Start of Extracted data

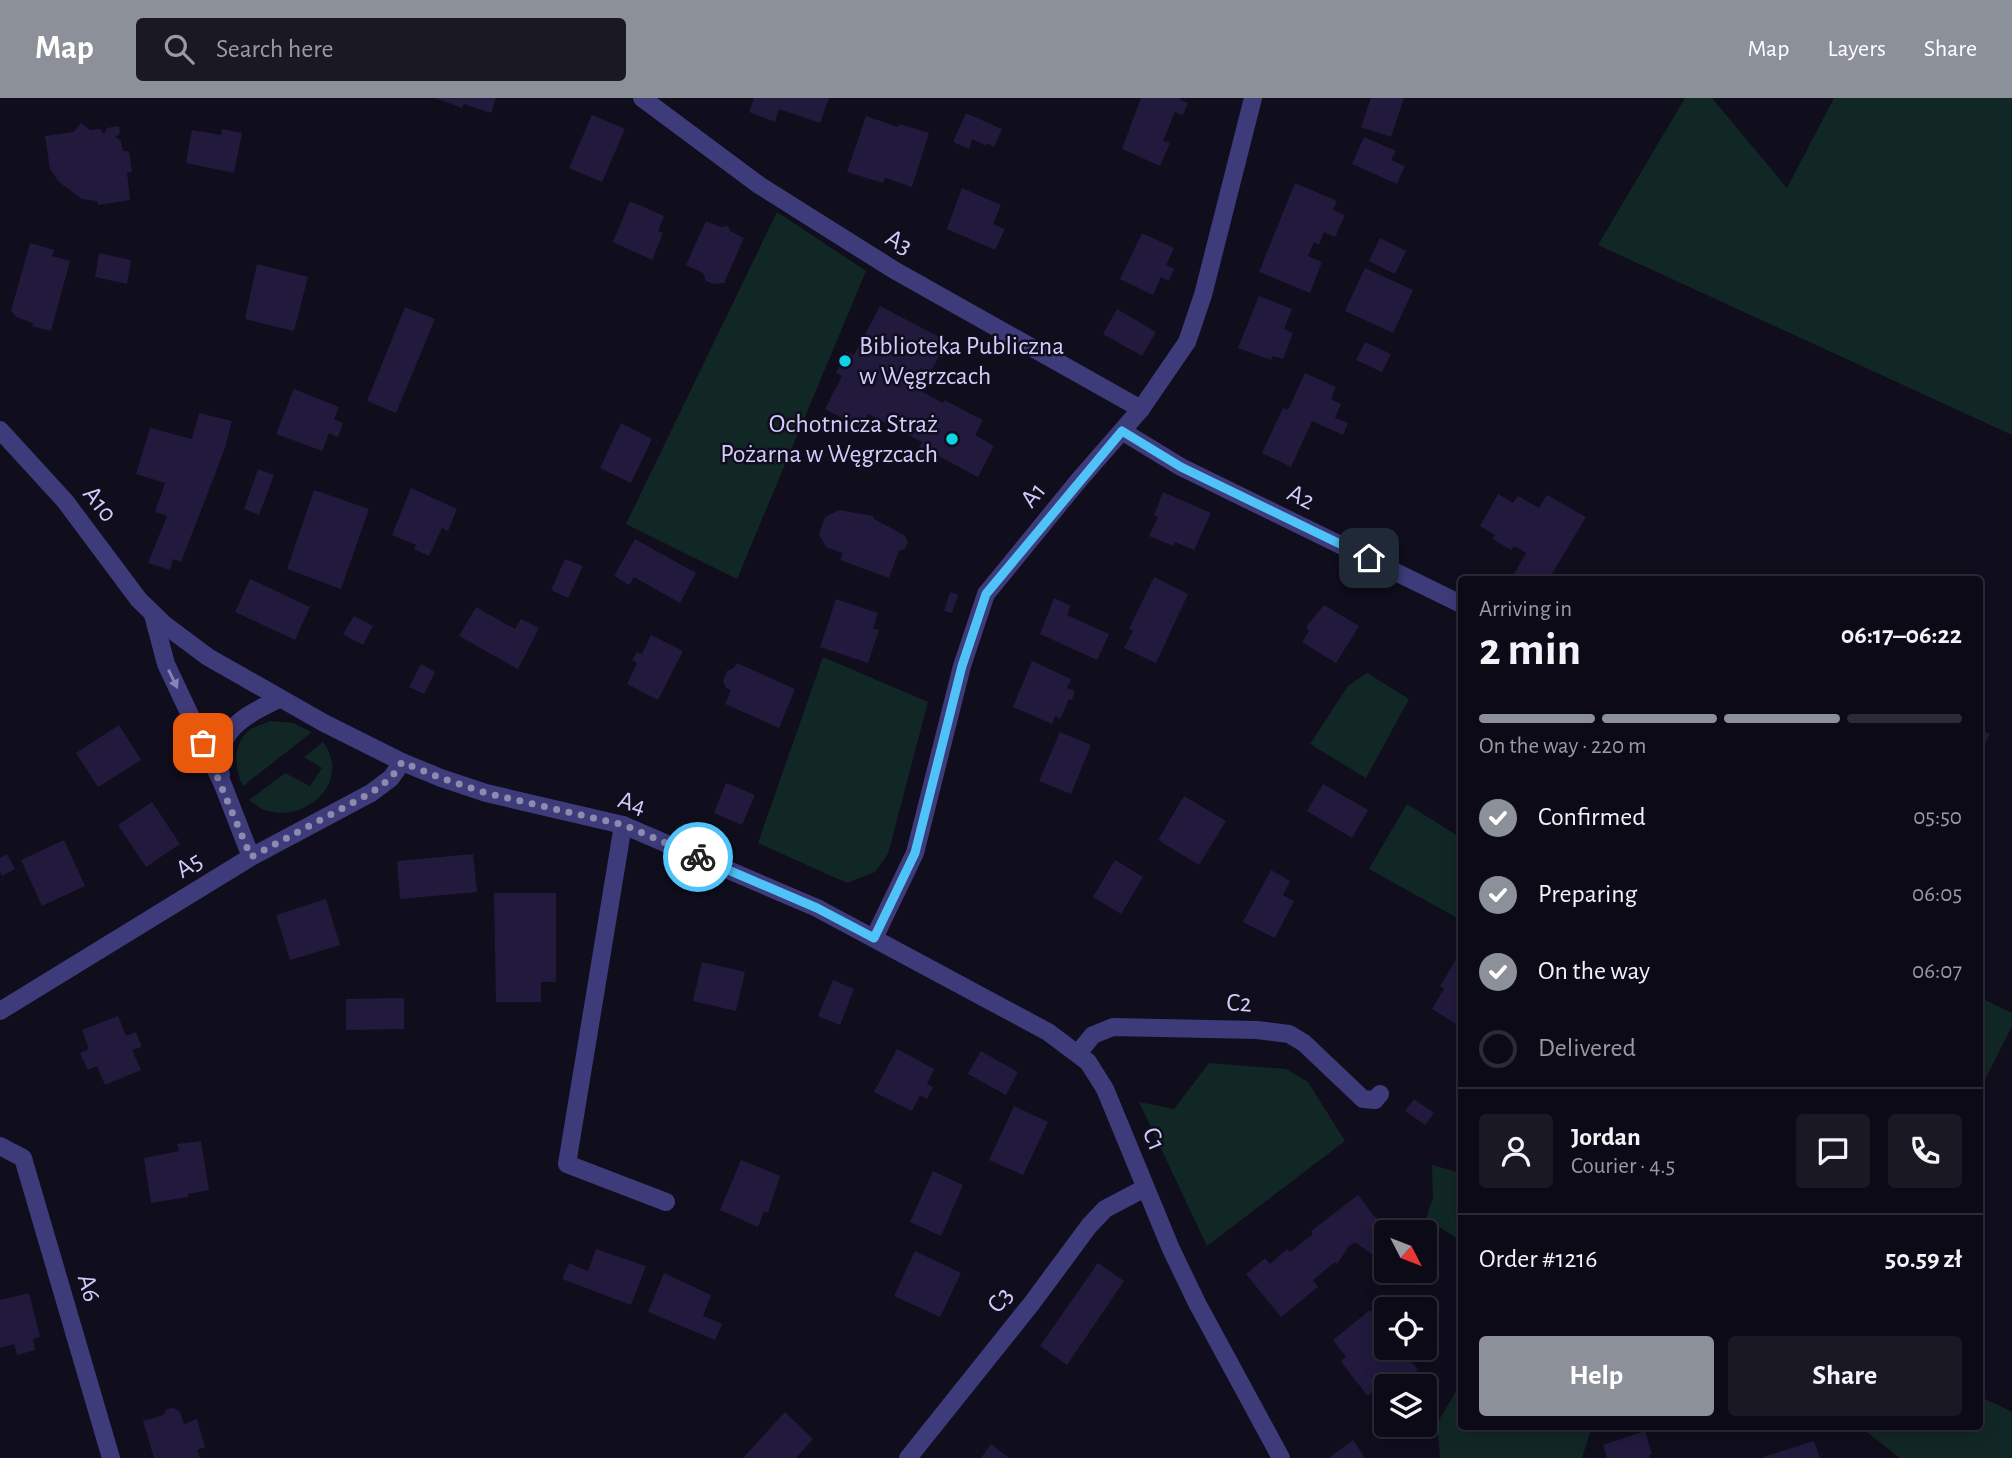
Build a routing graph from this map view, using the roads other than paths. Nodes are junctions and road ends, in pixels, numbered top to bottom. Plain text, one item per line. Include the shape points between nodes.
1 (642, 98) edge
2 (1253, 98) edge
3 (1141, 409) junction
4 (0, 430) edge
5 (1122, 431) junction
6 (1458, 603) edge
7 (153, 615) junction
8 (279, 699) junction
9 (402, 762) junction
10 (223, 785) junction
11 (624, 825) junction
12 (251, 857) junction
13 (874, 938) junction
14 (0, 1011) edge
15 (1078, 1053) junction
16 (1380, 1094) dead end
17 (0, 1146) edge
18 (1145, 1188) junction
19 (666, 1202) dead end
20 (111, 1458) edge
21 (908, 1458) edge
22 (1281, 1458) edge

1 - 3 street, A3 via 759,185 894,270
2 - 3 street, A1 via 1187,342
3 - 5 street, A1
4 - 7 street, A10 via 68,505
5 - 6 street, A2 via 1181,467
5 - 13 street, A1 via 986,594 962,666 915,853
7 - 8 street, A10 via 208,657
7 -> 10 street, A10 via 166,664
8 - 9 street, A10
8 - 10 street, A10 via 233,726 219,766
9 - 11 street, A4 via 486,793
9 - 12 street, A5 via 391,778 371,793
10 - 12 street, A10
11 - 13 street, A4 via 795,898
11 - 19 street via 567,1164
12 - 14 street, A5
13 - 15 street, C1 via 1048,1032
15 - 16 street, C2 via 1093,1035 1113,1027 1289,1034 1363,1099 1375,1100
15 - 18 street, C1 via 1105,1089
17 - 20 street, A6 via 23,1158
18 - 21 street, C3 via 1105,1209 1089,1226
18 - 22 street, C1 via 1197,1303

End of Extracted data

▸ **Task directions**
Would you copy out each line of the records above where the word "dead" occurs?

▸ **Exercise solution**
16 (1380, 1094) dead end
19 (666, 1202) dead end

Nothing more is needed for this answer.